Em nota nas redes sociais, o presidente ressaltou o “inconformismo com o fato de o mundo ser tão desigual” e o “talento obstinado em retratar a realidade dos oprimidos” de Salgado. O fotojornalista brasileiro morava em Paris, na França, e deixa dois filhos e a esposa, Lélia, com quem era casado há 57 anos.
“Me sinto profundamente triste com o falecimento de Sebastião Salgado, ocorrido na manhã desta sexta-feira. Seu inconformismo com o fato de o mundo ser tão desigual e seu talento obstinado em retratar a realidade dos oprimidos serviu, sempre, como um alerta para a consciência de toda a humanidade”, iniciou Lula.
“Salgado não usava apenas seus olhos e sua máquina para retratar as pessoas: usava também a plenitude de sua alma e de seu coração. Por isso mesmo, sua obra continuará sendo um clamor pela solidariedade. E o lembrete de que somos todos iguais em nossa diversidade. Aos seus amigos e familiares, deixo meu forte abraço", completou.
Sebastião Salgado deixa um legado no fotojornalismo e na fotografia brasileira, com mais de 120 países visitados e diversos prêmios conquistados durante a carreira.
Relembre a carreira de Sebastião Salgado
Nascido em Aimoré, Minas Gerais, Sebastião Salgado se formou inicialmente em Economia na Universidade do Espírito Santo. Nos anos 70, Salgado se aproximou da fotografia como hobby. Mas, em 1973, ele começou a carreira como fotógrafo profissional em agências de Paris, como fotojornalista.

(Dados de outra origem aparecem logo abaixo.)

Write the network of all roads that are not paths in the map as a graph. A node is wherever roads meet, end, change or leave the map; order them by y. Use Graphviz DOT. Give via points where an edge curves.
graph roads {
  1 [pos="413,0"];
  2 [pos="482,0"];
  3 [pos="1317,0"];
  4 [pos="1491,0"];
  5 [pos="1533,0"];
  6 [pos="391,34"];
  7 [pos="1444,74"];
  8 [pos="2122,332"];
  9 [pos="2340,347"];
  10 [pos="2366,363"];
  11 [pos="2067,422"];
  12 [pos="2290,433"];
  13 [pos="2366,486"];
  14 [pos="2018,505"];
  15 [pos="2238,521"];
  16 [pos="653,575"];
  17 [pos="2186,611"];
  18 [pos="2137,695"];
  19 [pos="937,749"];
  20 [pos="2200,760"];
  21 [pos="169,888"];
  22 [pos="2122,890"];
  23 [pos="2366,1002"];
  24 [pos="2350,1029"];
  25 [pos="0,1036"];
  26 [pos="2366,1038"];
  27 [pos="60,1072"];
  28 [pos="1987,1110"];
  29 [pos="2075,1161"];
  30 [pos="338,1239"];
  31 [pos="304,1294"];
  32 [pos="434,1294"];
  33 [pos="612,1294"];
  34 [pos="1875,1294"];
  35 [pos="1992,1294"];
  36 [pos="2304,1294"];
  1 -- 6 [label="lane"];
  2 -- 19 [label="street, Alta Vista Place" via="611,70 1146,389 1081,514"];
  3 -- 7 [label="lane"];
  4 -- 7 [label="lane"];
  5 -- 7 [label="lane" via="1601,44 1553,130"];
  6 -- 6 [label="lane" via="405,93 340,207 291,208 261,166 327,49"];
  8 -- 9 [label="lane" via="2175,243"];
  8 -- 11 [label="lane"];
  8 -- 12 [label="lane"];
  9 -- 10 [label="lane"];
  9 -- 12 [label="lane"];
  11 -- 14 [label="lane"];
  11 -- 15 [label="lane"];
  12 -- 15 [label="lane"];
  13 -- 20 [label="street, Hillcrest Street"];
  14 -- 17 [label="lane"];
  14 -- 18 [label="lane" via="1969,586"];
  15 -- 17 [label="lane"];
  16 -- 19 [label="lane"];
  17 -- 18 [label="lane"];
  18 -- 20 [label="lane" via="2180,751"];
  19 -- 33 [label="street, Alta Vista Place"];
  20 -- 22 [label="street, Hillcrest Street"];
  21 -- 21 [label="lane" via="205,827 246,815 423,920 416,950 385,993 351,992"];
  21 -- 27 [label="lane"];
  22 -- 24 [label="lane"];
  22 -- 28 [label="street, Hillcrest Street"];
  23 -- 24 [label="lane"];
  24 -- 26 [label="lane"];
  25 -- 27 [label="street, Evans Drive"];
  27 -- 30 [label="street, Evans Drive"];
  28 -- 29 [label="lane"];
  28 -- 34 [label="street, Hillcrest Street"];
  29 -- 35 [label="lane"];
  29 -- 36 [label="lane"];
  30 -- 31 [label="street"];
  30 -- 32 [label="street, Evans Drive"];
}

Sebastião Salgado trabalhou também no jornal New York Times e, em 1986, publicou o primeiro livro de fotografias: “Outras Américas”. Em 1986, o fotógrafo registrou o trabalho de mineradores em Serra Pelada, no Pará, a maior mina de ouro a céu aberta na época. Em 1994, Salgado criou a empresa “Amazonas Imagens”, para gerenciar os trabalhos fotográficos.
No cinema, Sebastião Salgado lançou o documentário “O Sal da Terra”, produzido ao lado do filho Juliano Salgado e o fotógrafo Wim Wenders. A obra chegou a ser indicada na categoria de Melhor Documentário do Oscar de 2015.
Sebastião também é fundador do Instituto Terra, uma ONG para recuperar a Mata Atlântica e as nascentes da região onde ele nasceu.